Even so, getting involved with someone—caring about someone beyond professional courtesy—meant noise. Mess. Unpredictability. It meant opening a door I’d spent years keeping shut, and I wasn’t sure I wanted to find out what was on the other side.

My owl ruffled his feathers.

He thought I was being a coward. He didn’t say it in words, but I could feel it in the way he pressed against me.

His impatience, his frustration with my hesitation.

He wanted me to do something—talk to her, sit with her, ask her what she was studying.

He didn’t understand why I held back, but holding back was what I was good at.

I watched. Observed. It was just who I was.

She caught me staring, and the corner of her mouth lifted into a smile. It was small and tired, but there nonetheless.

Something shifted inside my chest at the sight, and I knew I was in trouble.

I knew it with the same certainty I knew how to repair a broken spine or identify a first edition by its binding. This was something else, and my owl knew it, and now I knew it, and the only question was what I was going to do about it.

Nothing.

That was the safe answer. The smart answer. The answer that kept my quiet life intact.

My owl nipped at me.

I ignored him and got back to work.

Seven o’clock came and went.

I’d finished the endpaper repair and moved on to cleaning the cover of a water-damaged hardback from the 1980s. She was typing in an unsteady rhythm—fast bursts followed by long pauses—as though wrestling with whatever she was writing.

I should have made the closing announcement a while ago.

The main lights should be off and the door should be locked by now.

That was the routine. Instead, I was still at the front desk, working on the cover.

The clock hit seven oh five. Seven ten. The last person besides Bonnie had left an hour ago.

The building was empty except for the two of us.

She didn’t notice.

She was too deep in whatever she was typing. Her brow was furrowed, and her lips moved slightly as she read something back to herself. A strand of dark hair had slipped loose from her braid and hung beside her cheek, and she kept tucking it behind her ear only for it to fall forward again.

At seven twenty, I got up and locked the front door. Not because I was trying to trap her in—I’d unlock it the second she was ready to leave—but because I didn’t want someone wandering in and breaking whatever concentration she’d found.
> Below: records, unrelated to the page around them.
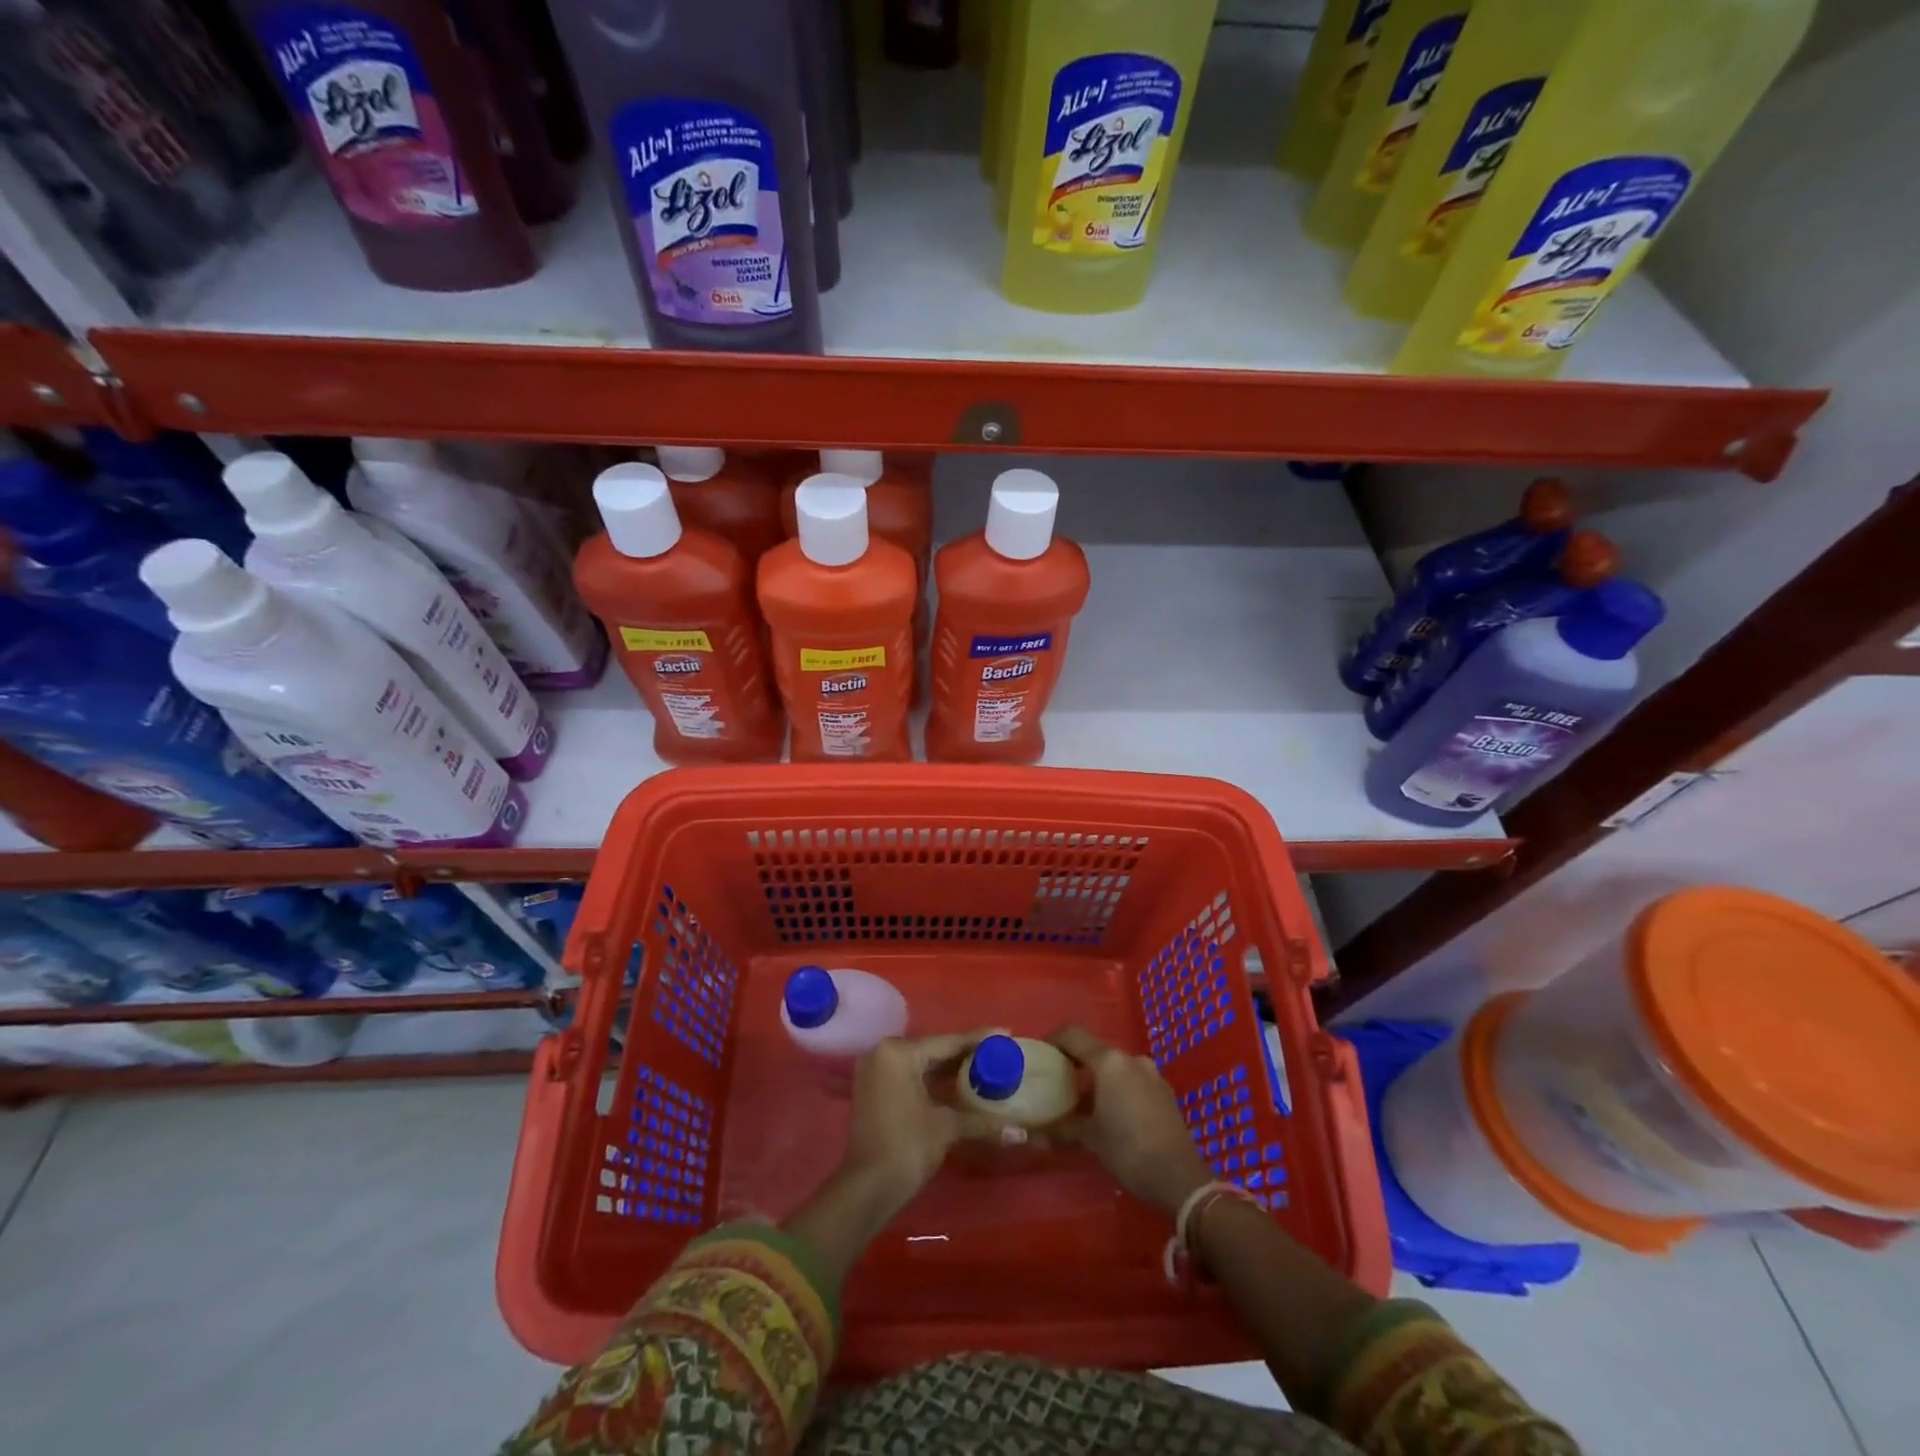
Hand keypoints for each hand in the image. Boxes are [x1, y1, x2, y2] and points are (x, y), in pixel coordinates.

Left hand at [841, 1029, 998, 1206]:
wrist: (867, 1189)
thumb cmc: (906, 1148)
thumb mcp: (946, 1128)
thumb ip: (982, 1121)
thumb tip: (1021, 1132)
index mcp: (899, 1052)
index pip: (947, 1041)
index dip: (978, 1040)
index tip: (1005, 1033)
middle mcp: (883, 1052)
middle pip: (934, 1049)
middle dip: (965, 1053)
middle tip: (998, 1051)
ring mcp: (876, 1070)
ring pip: (922, 1063)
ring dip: (950, 1068)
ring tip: (985, 1065)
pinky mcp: (875, 1089)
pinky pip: (911, 1075)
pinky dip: (933, 1079)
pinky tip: (959, 1083)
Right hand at [1052, 1026, 1211, 1216]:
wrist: (1181, 1179)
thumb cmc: (1129, 1150)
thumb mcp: (1091, 1139)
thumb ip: (1061, 1130)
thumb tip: (1030, 1137)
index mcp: (1109, 1061)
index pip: (1073, 1035)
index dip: (1053, 1041)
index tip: (1039, 1056)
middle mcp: (1131, 1059)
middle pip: (1095, 1050)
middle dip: (1075, 1063)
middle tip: (1057, 1081)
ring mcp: (1151, 1075)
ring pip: (1116, 1067)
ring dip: (1097, 1078)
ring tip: (1081, 1101)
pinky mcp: (1164, 1093)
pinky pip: (1132, 1081)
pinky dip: (1117, 1089)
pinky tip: (1110, 1114)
At seven twenty-five, she stopped typing. Her eyes drifted to the windows, and I could see the moment she registered how dark it was outside. Then her gaze found the clock.

She shot to her feet.

“Oh my God.” She was already shoving her laptop into her bag, nearly knocking her empty mug off the table. “I’m so sorry. I completely lost track of time. You should have said something. You should have kicked me out!”

“It’s fine,” I said, flashing her a smile.

“It’s not fine. You’re supposed to be closed. I’m keeping you here.” She zipped her bag and slung it over her shoulder. “I’m sorry. It won’t happen again.”

“Bonnie.”

She stopped. It was the first time I’d used her name, and something in her expression shifted when she heard it.

“It’s no trouble,” I said. “Really.”

I held her gaze, keeping my expression even, trying to convey that I meant it without making it a bigger deal than it was.

“Okay,” she said finally. “But I’ll watch the time better from now on.”

“Don’t worry about it.”

She didn’t need to know I’d have kept this place open until midnight if she’d needed me to.

I unlocked the front door and held it open for her. She paused in the doorway, the cool evening air slipping past her into the warm library.

“Goodnight, Gray,” she said.

My name. She’d read it off my nametag—had to have—but hearing her say it did something I wasn’t prepared for. My owl, on the other hand, went wild. He loved the sound of it coming from her lips.

“Goodnight,” I said.

She stepped out into the dark, and I watched her walk to her car before I closed the door. Then I picked up her mug from the table and brought it to the small kitchen in the back. I washed it, dried it, and set it on the shelf where I’d remember to use it again tomorrow.